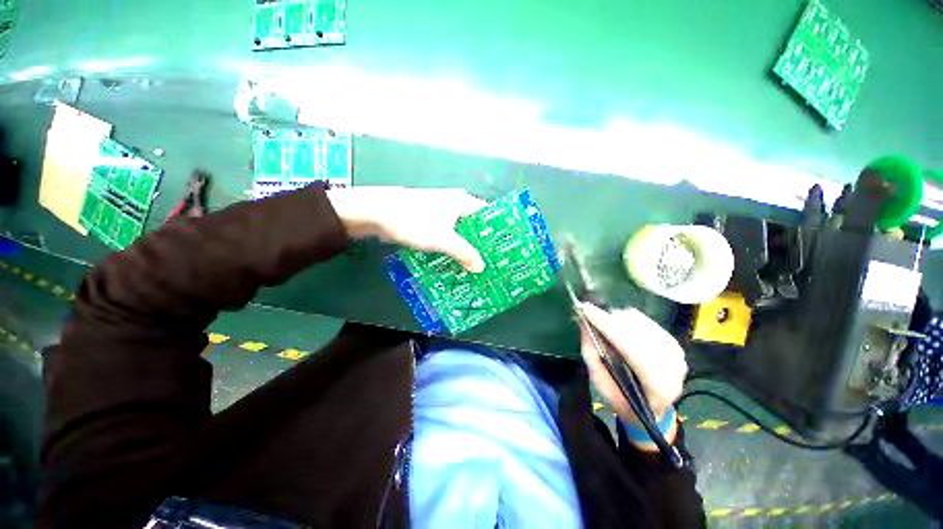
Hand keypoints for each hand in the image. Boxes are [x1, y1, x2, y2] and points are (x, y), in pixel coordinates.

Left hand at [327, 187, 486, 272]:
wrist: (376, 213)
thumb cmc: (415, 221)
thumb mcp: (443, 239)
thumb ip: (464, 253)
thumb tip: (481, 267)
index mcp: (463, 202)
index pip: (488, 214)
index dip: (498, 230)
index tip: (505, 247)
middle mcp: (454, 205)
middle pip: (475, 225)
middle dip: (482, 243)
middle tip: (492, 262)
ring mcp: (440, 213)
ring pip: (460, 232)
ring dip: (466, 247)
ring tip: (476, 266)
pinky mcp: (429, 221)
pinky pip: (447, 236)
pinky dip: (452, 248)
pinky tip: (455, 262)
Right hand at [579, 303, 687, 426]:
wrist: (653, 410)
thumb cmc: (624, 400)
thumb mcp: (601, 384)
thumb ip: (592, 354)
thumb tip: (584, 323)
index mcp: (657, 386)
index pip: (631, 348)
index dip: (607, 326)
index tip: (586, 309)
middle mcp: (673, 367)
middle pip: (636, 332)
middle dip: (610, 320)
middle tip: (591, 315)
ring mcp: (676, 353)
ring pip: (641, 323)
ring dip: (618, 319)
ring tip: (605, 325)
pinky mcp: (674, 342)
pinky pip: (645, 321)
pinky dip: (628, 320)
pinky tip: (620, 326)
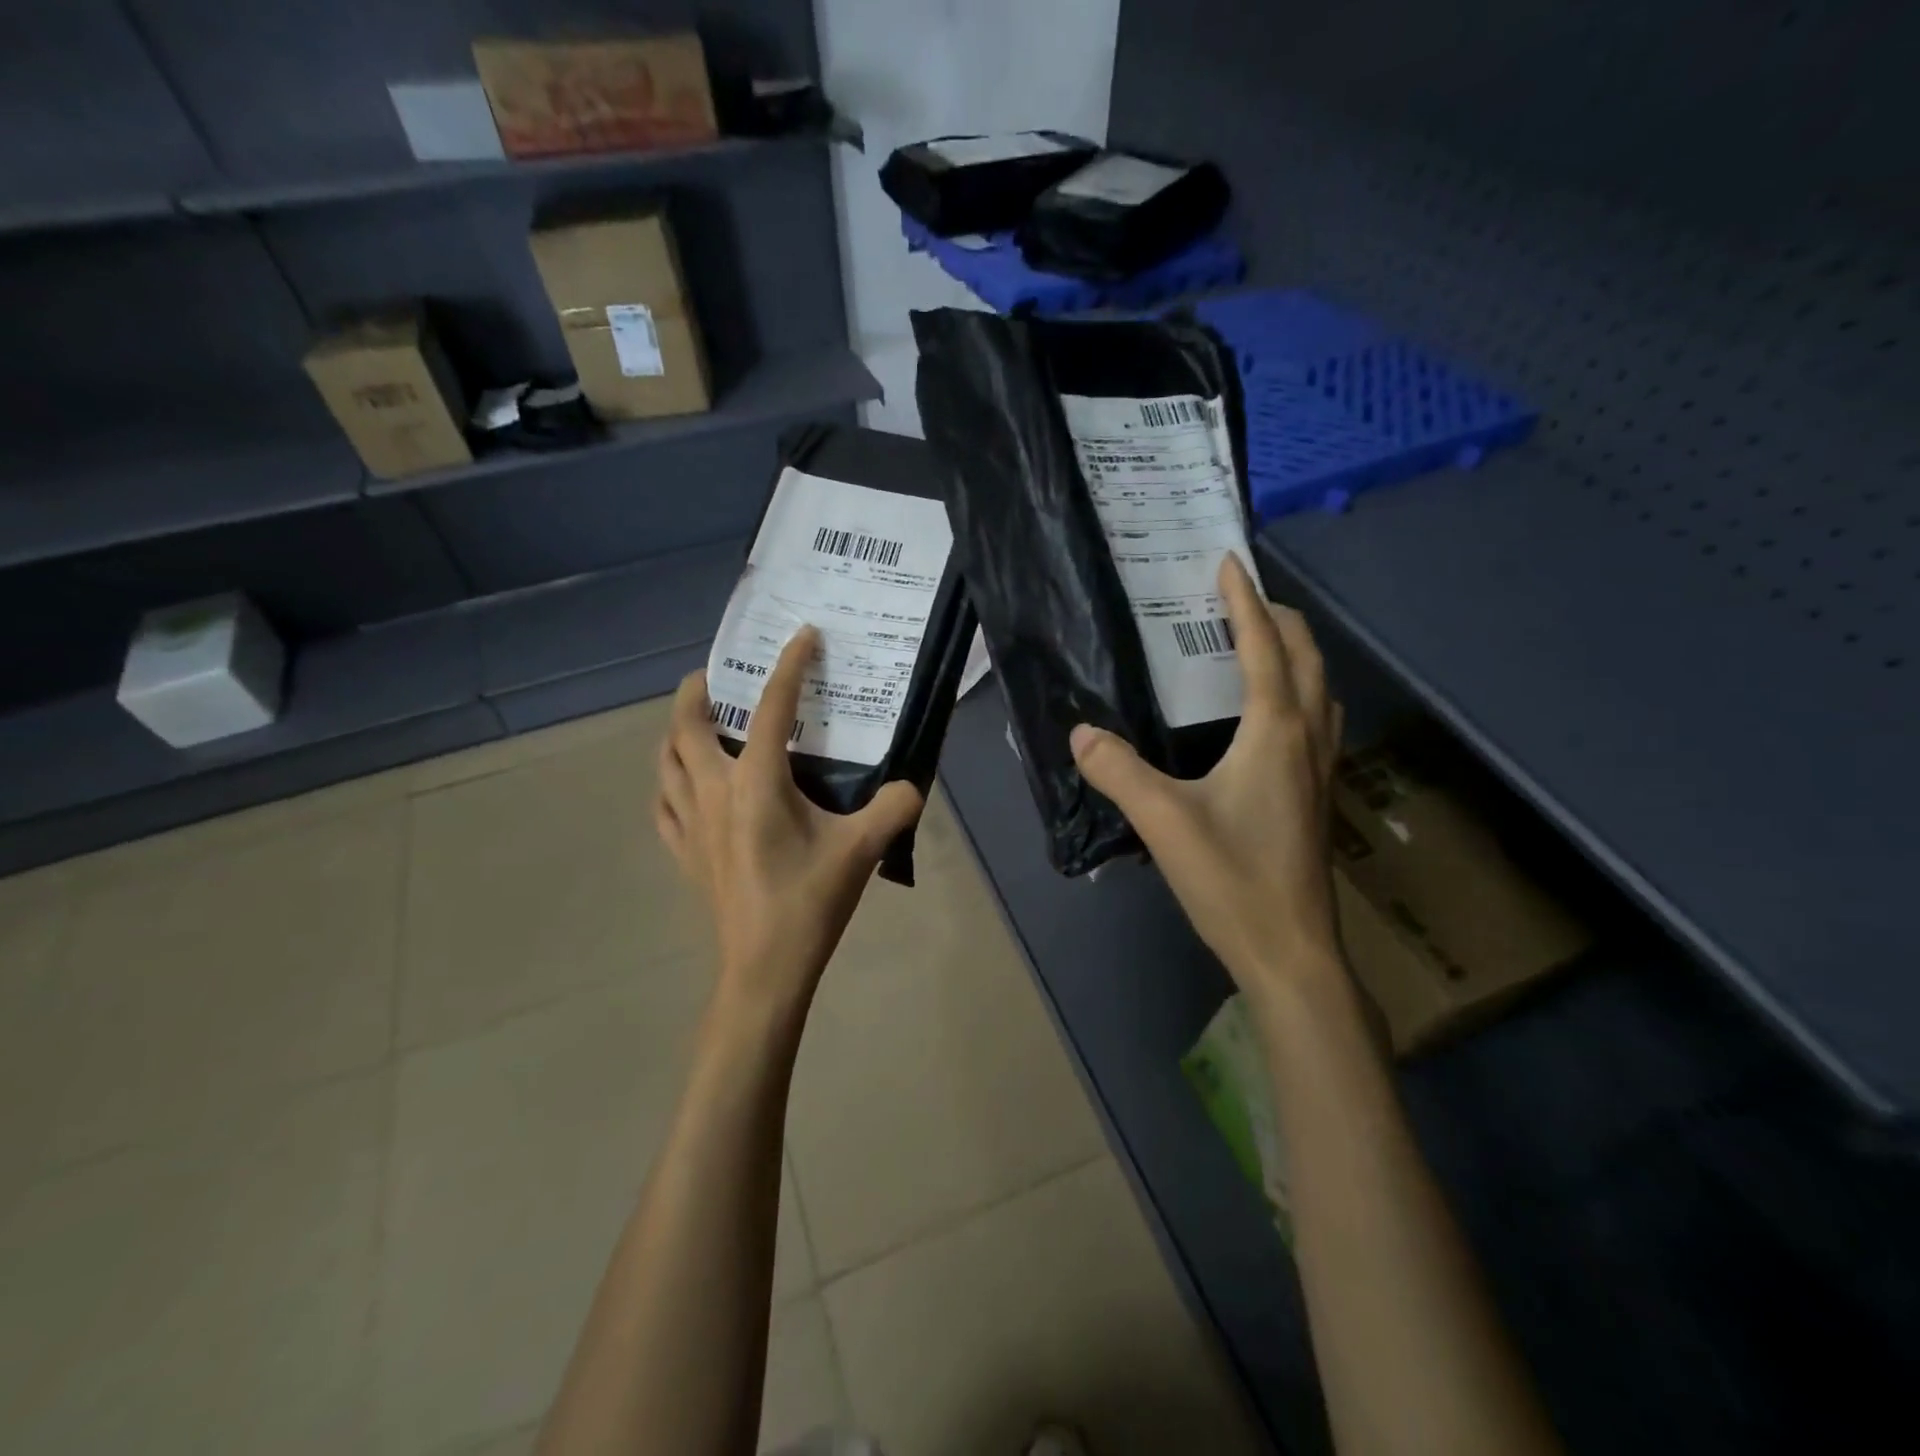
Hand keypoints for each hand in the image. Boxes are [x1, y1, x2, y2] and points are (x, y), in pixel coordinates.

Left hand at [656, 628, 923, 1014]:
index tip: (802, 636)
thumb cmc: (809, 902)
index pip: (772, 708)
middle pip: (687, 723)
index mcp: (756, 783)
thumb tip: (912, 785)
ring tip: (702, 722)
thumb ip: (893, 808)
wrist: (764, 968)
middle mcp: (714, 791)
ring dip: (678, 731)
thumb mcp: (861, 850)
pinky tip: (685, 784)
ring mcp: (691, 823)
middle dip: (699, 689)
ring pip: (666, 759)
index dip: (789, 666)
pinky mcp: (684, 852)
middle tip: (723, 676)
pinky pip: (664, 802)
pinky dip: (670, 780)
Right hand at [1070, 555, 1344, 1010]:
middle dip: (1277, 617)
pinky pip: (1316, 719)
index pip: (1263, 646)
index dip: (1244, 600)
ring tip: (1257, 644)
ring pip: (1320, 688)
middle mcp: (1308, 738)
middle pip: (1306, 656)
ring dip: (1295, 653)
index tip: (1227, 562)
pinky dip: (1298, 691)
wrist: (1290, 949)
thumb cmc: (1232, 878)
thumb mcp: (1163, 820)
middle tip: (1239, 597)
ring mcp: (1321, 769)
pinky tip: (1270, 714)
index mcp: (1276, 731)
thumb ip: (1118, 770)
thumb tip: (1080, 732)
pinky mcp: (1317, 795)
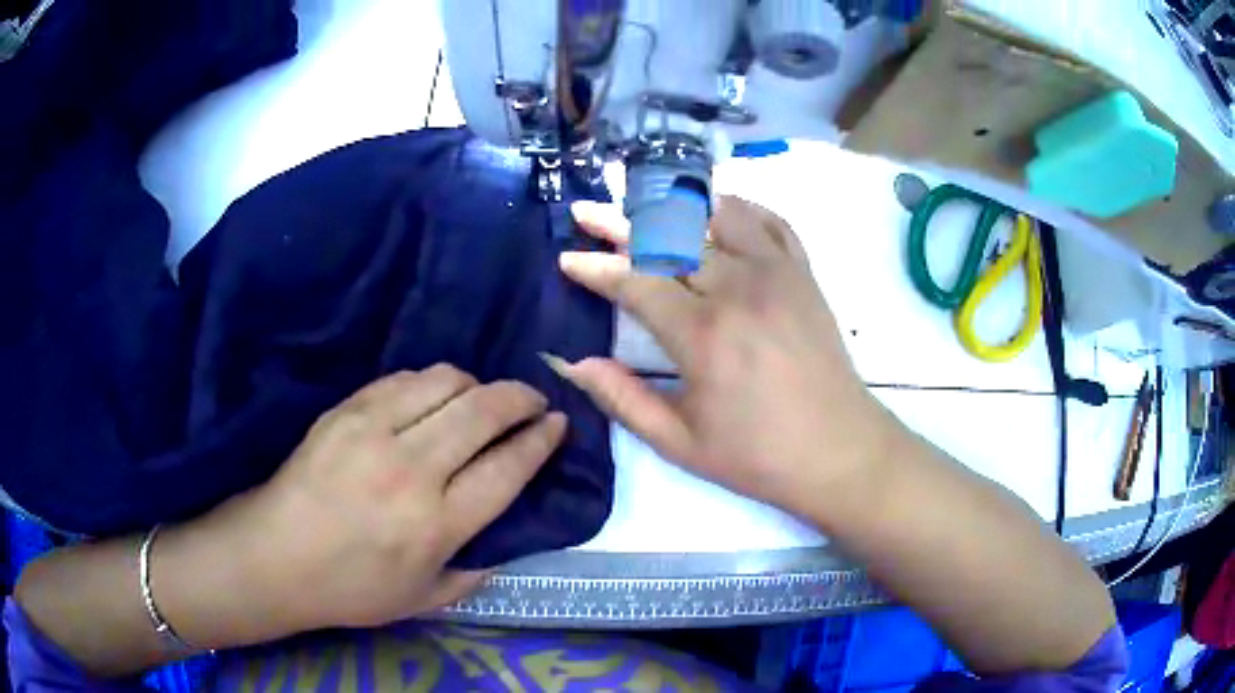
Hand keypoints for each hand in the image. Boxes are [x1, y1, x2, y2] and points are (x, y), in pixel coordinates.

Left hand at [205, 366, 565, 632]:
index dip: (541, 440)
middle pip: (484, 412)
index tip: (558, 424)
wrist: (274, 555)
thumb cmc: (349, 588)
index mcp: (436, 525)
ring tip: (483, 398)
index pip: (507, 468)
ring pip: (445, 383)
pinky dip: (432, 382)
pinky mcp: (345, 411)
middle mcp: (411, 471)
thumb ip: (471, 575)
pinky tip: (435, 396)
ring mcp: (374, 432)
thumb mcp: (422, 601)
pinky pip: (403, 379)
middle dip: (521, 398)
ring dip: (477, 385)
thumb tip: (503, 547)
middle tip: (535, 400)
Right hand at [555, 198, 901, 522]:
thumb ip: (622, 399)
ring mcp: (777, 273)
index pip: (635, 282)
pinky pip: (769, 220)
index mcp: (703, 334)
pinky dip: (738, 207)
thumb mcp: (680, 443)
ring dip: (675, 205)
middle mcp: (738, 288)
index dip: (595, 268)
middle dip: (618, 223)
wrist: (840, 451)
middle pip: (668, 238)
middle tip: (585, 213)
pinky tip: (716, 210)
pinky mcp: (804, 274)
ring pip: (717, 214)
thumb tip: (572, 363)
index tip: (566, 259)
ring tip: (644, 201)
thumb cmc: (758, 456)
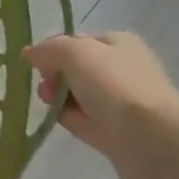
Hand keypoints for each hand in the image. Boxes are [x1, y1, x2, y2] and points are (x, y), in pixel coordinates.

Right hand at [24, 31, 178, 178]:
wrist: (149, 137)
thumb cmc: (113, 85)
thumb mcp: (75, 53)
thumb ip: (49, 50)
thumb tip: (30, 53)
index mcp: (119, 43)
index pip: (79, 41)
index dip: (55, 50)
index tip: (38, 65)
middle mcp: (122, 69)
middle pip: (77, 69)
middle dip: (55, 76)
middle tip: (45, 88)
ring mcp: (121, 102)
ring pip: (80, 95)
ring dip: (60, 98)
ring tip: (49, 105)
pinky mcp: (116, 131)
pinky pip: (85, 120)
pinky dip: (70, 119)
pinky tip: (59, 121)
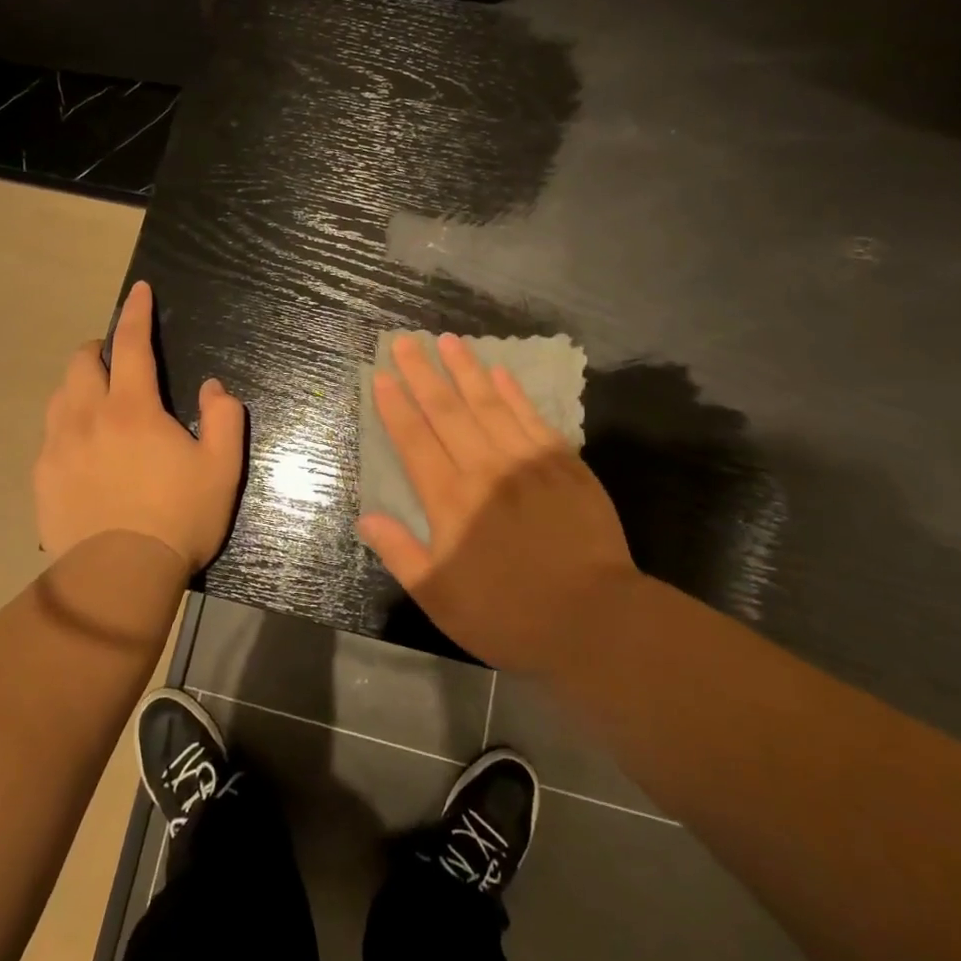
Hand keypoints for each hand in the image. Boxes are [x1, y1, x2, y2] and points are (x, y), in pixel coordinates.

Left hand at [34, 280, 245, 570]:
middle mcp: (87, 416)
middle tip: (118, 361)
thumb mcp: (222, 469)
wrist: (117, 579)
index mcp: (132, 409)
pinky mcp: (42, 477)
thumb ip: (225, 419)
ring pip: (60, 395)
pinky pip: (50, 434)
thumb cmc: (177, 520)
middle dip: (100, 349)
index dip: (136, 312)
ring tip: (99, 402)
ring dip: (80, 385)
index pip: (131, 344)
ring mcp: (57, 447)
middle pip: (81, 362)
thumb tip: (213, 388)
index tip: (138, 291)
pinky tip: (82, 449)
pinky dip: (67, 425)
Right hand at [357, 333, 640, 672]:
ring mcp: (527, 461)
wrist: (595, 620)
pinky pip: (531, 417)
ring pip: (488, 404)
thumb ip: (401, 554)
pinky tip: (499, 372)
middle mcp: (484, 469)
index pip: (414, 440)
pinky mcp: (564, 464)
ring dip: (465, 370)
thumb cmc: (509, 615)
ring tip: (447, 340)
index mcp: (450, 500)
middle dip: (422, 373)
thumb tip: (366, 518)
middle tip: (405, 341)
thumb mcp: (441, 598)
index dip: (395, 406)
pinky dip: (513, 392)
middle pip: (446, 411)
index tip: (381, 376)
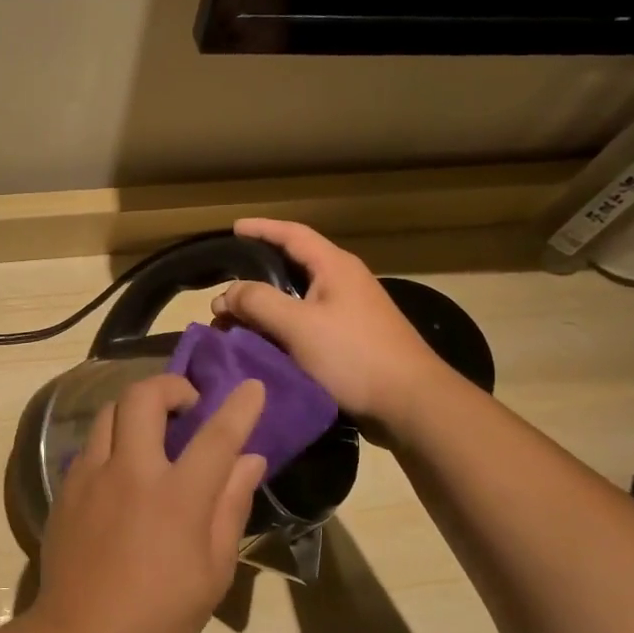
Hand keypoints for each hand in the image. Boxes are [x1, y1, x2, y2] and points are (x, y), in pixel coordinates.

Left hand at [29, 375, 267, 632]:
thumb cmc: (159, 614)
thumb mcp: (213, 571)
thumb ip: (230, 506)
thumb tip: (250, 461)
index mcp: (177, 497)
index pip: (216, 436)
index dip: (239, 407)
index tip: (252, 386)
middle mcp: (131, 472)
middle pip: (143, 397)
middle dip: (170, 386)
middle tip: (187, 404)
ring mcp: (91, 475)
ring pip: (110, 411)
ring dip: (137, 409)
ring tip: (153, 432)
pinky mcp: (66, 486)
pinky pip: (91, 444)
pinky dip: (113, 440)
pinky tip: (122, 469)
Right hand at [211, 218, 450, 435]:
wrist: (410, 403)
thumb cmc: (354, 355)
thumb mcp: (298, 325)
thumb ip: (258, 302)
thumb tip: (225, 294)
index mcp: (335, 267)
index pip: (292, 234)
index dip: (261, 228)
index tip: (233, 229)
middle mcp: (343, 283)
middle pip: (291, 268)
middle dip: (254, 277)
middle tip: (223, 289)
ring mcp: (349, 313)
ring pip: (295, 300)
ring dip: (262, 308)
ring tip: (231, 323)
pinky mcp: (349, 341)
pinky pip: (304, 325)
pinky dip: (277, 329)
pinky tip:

-----

Exactly and only the lines from the top of the records down to the line containing "middle pip: (475, 225)" should be transcribed, please, without the pictures.

Hand keypoints for each hand in the image. Boxes are [x1, y1, x2, y2] and points are (x, y), in pixel coordinates.

Left hand at [327, 187, 486, 272]:
wrist: (376, 213)
thumb cmc: (415, 221)
thumb mcp: (443, 239)
thumb ip: (464, 253)
thumb tip: (481, 267)
index mcp: (463, 202)
index pip: (488, 214)
index dip: (498, 230)
index tip: (505, 247)
middle mcp: (454, 205)
middle pip: (475, 225)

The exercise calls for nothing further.